══ INFORMATION GIVEN ══
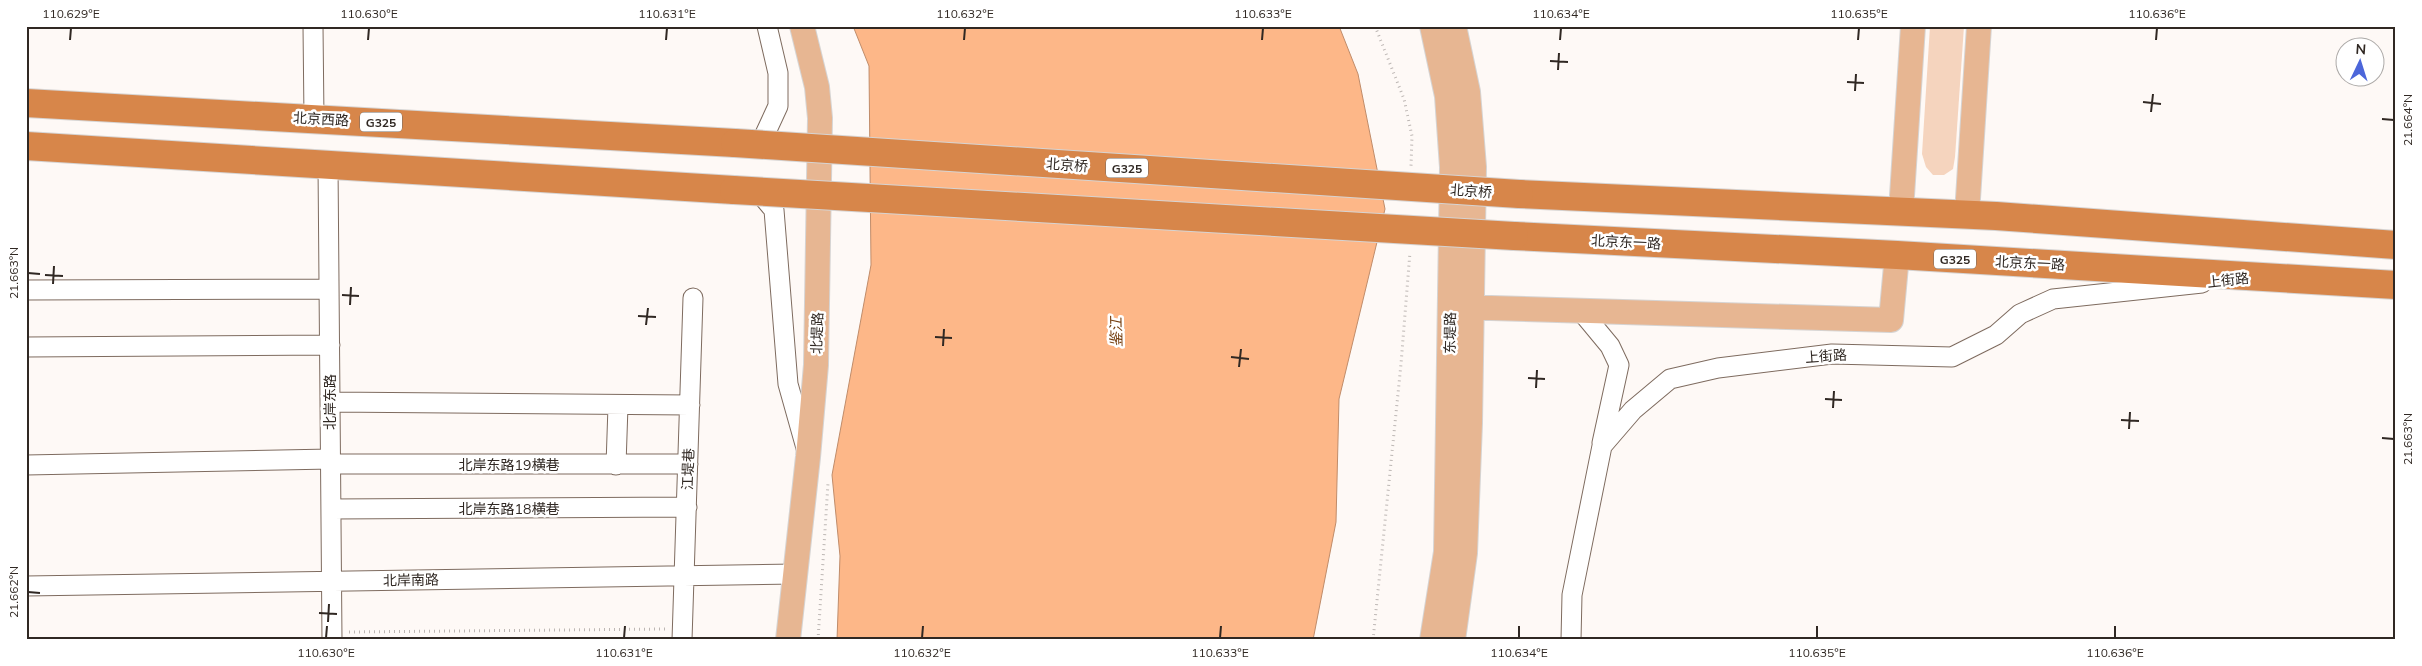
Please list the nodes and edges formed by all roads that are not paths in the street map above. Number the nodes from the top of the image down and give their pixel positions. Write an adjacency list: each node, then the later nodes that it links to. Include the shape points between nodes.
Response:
1 (313, 26): 9 (street)
2 (767, 26): 10 (street, via 776,64 778,106)
3 (802, 26): 31 (main road, 北堤路, via 817,88 820,118 817,334)
4 (1432, 26): 23 (main road, 东堤路, via 1447,96)
5 (1454, 26): 23 (main road, 东堤路, via 1468,92 1473,136)
6 (1912, 26): 14 (main road)
7 (1979, 26): 15 (main road)
8 (26, 103): 9 (highway, 北京西路 / G325)
9 (314, 119): 10 (highway, 北京西路 / G325)
10 (747, 144): 14 (highway, 北京桥 / G325, bridge, via 1519,194)
11 (26, 146): 12 (highway, G325)
12 (328, 165): 13 (highway, G325); 20 (street, 北岸东路)
13 (746, 190): 17 (highway, 北京东一路 / G325, bridge, via 1514,236); 31 (street, via 774,210 788,384)
14 (1901, 211): 15 (highway, G325)
15 (1967, 214): 16 (highway, G325)
16 (2396, 245)
17 (1897, 255): 18 (highway, 北京东一路 / G325); 24 (main road, via 1891,320)
18 (2259, 277): 19 (highway, 北京东一路 / G325); 30 (street, 上街路, via 2053,299 2020,314 1996,335 1952,357 1832,354 1718,368 1670,380 1632,410)
19 (2396, 285)
20 (329, 289): 21 (street); 25 (street, 北岸东路)
21 (26, 290)
22 (693, 298): 28 (street, 江堤巷)
23 (1461, 308): 24 (main road); 45 (main road, 东堤路, via 1446,552); 46 (main road, 东堤路, via 1466,553)
24 (1581, 311): 30 (street, via 1610,346 1619,365)
25 (330, 345): 26 (street); 27 (street, 北岸东路)
26 (26, 347)
27 (330, 402): 29 (street); 32 (street, 北岸东路)
28 (690, 405): 29 (street); 33 (street, 江堤巷)
29 (618, 406): 35 (street)
30 (1602, 446): 47 (street, 上街路, via 1572,596)
31 (808, 457): 38 (main road, 北堤路)
32 (331, 462): 34 (street, 北岸东路19横巷); 35 (street, 北岸东路19横巷); 37 (street, 北岸东路)
33 (688, 464): 35 (street, 北岸东路19横巷); 36 (street, 江堤巷)
34 (26, 465)
35 (616, 465)
36 (687, 507): 37 (street, 北岸东路18横巷); 39 (street, 江堤巷)
37 (331, 509): 40 (street, 北岸东路)
38 (796, 574): 39 (street, 北岸南路); 44 (main road, 北堤路)
39 (685, 576): 40 (street, 北岸南路); 42 (street, 江堤巷)
40 (332, 582): 41 (street, 北岸南路); 43 (street, 北岸东路)
41 (26, 586)
42 (683, 635)
43 (332, 636)
44 (788, 640)
45 (1432, 640)
46 (1453, 640)
47 (1571, 640)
═══
- [DIRECTIONS FOR THIS TASK]: In how many lines of the material does the string "bridge" appear? Reply with the number only.

- [WORKED SOLUTION]: 2